A couple of days ago, in the Canadian shop teacher thread, this statement of mine about what the basic beliefs common to “TERFS” are was characterised as “lying”.
OK. Here’s a link to an actual gender critical campaigner, out with her “Mom: human female who protects her kids…” sign. She’s pretty typical of the TERFS I’ve been meeting out at protests and online … and by “TERF” I mean “person who’s going to get yelled at and called a TERF”
Feel free to find some hatred, bigotry or “policing of gender expression” there because I don’t see it.
I’m pretty comfortable being on the same political side as this woman. Bonus - I don’t have to be on the side that thinks it’s fine to beat up a 74-year-old gay man for asserting that sexual attraction is based on sex. Which is, frankly, something anyone old enough to have had a sexual relationship ought to have figured out by now.
I’ll take your word for it. The woman interviewed in the article does not explicitly advocate any restrictions on trans rights (there’s a transcript at the bottom of the page); however, the article leaves the elephant in the room unanswered - why are they protesting in front of a children’s hospital?
The interviewer did not ask if she opposed other people’s right obtain any particular medical procedures, and really this points to incompetence on the interviewer’s part as that is presumably the reason d’etre for the event. The interviewee’s answer to that line of questioning would probably be characterized as bigoted or hateful, not the pushover questions and answers actually given.
No way I’m visiting that thread. So can the OP explain to me what their definitions of sex and gender are in this context? I tend to treat the two terms as being synonymous when used like this but the OP is apparently seeing some significant distinction between them.
Sex is the unchangeable biological reality of what our bodies are like. Gender is the archetypes and stereotypes that are either:
typically considered to belong to the two groups on the basis of sex (“girls like barbies, boys like football”) or
may possibly actually different on average between the two sexes (“girls are more empathetic, boys are more assertive”)
The second point is speculative as to what extent those differences actually exist, and what they might be based on. Also, the words “on average” are very important there.
An attempt to divide people into men/women based on gender rather than sex basically devolves into entrenchment of stereotypes.
Well, for instance, I think this mother’s story of thinking her child trans - apparently incorrectly according to her now - is a case of entrenching stereotypes. She thought her son was trans because he wasn’t conforming to boy stereotypes. She decided she was wrong when her second son started to refer to himself as “she” despite actually conforming to boy stereotypes
One of the fundamental idiocies of terf rhetoric is the idea that trans people represent some sort of increased acceptance of gendered stereotypes, which is immediately recognizable nonsense to anyone who’s met at least two trans people.
Things that sex makes a difference to are basically the reproductive system and body structure. Modern medicine can’t actually make you a reproductive organ of the other sex, any more than it can make a kidney. It can make something that vaguely, visually looks the same.
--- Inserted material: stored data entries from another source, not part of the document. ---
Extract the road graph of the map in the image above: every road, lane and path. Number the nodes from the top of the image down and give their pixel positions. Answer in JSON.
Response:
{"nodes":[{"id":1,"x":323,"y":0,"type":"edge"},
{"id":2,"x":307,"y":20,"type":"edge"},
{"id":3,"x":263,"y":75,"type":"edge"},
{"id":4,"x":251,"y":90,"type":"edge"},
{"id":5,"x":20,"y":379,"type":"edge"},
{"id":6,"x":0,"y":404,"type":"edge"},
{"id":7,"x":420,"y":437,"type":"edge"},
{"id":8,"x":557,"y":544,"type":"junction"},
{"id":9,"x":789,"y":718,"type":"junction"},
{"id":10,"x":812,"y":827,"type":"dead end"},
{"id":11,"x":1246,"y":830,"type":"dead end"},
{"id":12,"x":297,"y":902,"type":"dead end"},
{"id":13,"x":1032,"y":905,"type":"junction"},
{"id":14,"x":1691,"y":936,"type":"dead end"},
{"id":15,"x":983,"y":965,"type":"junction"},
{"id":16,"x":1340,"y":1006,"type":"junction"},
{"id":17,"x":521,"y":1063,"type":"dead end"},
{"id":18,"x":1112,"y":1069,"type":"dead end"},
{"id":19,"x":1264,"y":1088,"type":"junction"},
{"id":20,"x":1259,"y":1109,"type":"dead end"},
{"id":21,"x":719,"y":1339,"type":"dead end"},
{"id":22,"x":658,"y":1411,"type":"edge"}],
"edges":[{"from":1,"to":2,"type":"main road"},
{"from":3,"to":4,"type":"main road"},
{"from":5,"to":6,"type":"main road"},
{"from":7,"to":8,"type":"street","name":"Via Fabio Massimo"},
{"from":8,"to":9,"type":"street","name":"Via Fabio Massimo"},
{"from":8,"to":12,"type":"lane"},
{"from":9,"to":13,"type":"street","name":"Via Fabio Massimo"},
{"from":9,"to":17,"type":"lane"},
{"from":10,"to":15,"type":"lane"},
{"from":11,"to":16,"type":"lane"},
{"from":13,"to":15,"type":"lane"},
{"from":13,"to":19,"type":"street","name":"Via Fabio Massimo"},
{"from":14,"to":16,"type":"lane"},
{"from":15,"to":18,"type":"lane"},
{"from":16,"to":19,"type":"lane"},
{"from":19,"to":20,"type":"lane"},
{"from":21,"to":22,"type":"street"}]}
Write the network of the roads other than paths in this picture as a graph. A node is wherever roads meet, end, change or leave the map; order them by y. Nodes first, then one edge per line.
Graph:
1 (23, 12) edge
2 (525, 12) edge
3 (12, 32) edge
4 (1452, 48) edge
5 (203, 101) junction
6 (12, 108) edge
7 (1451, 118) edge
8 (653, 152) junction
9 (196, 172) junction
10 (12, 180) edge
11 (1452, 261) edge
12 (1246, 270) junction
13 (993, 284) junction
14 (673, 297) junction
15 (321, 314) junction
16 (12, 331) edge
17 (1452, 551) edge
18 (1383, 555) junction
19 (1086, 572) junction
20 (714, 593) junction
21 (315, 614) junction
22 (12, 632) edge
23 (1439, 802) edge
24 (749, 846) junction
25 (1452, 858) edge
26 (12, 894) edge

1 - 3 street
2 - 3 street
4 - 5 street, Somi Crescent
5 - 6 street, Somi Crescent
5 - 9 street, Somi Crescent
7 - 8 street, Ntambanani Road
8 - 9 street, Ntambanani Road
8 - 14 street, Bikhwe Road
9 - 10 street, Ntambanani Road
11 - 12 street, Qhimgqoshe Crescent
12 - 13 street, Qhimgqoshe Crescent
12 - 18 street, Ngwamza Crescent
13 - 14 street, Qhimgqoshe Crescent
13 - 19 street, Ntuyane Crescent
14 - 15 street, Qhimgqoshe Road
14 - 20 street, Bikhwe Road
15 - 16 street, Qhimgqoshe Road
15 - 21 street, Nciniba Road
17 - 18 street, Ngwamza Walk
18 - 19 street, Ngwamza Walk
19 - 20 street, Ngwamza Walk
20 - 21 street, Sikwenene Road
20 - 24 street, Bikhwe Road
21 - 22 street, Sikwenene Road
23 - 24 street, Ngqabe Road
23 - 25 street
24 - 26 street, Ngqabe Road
In any case, if you don’t want to take part in activities differentiated by sex, you don’t have to. You can live a life in completely co-ed spaces if you like. But a person’s perceived gender is not objectively measurable in any way, so people (mostly women) who want to partake in single-sex spaces where that has traditionally been deemed necessary - sports, unclothed spaces, domestic violence support are the primary ones - should not be coerced into exchanging them for same-gender spaces. They don’t do the job.
How about the mom consistently misgendering her trans-son? I’m pretty fucking sure that lady is policing her child’s gender expression, by absolutely disregarding the fact that her child came out to her as a boy, and she is instead describing her child as a girl who likes short hair.
This trans hating mom thinks that all the other adults and people in her son’s life are in the wrong for not telling her son that maybe he’s just gay, or will outgrow it in a few years, you know, the trans hating bullshit that his parents are telling him.
So, from that article, would you agree that the following statements are true:
“We are told by leading politicians that if we do not dose children with an off-label cancer drug once used to chemically castrate sex offenders that we are harming them.”
" We are told by leading politicians, including the President of the United States of America, that treating the underlying comorbidities that virtually always accompany trans identification in young people — depression, anxiety, anorexia, cutting, sexual trauma from abuse — through psychotherapy, rather than immediately affirming them in their new gender identity is a form of “conversion therapy” that must be banned."
Do you agree that “risky, experimental treatments” were being “pushed on” that woman’s daughter?
Do you agree with her that “people have to tell the biological truth.”, and if so, what is that biological truth that “they” presumably aren’t telling?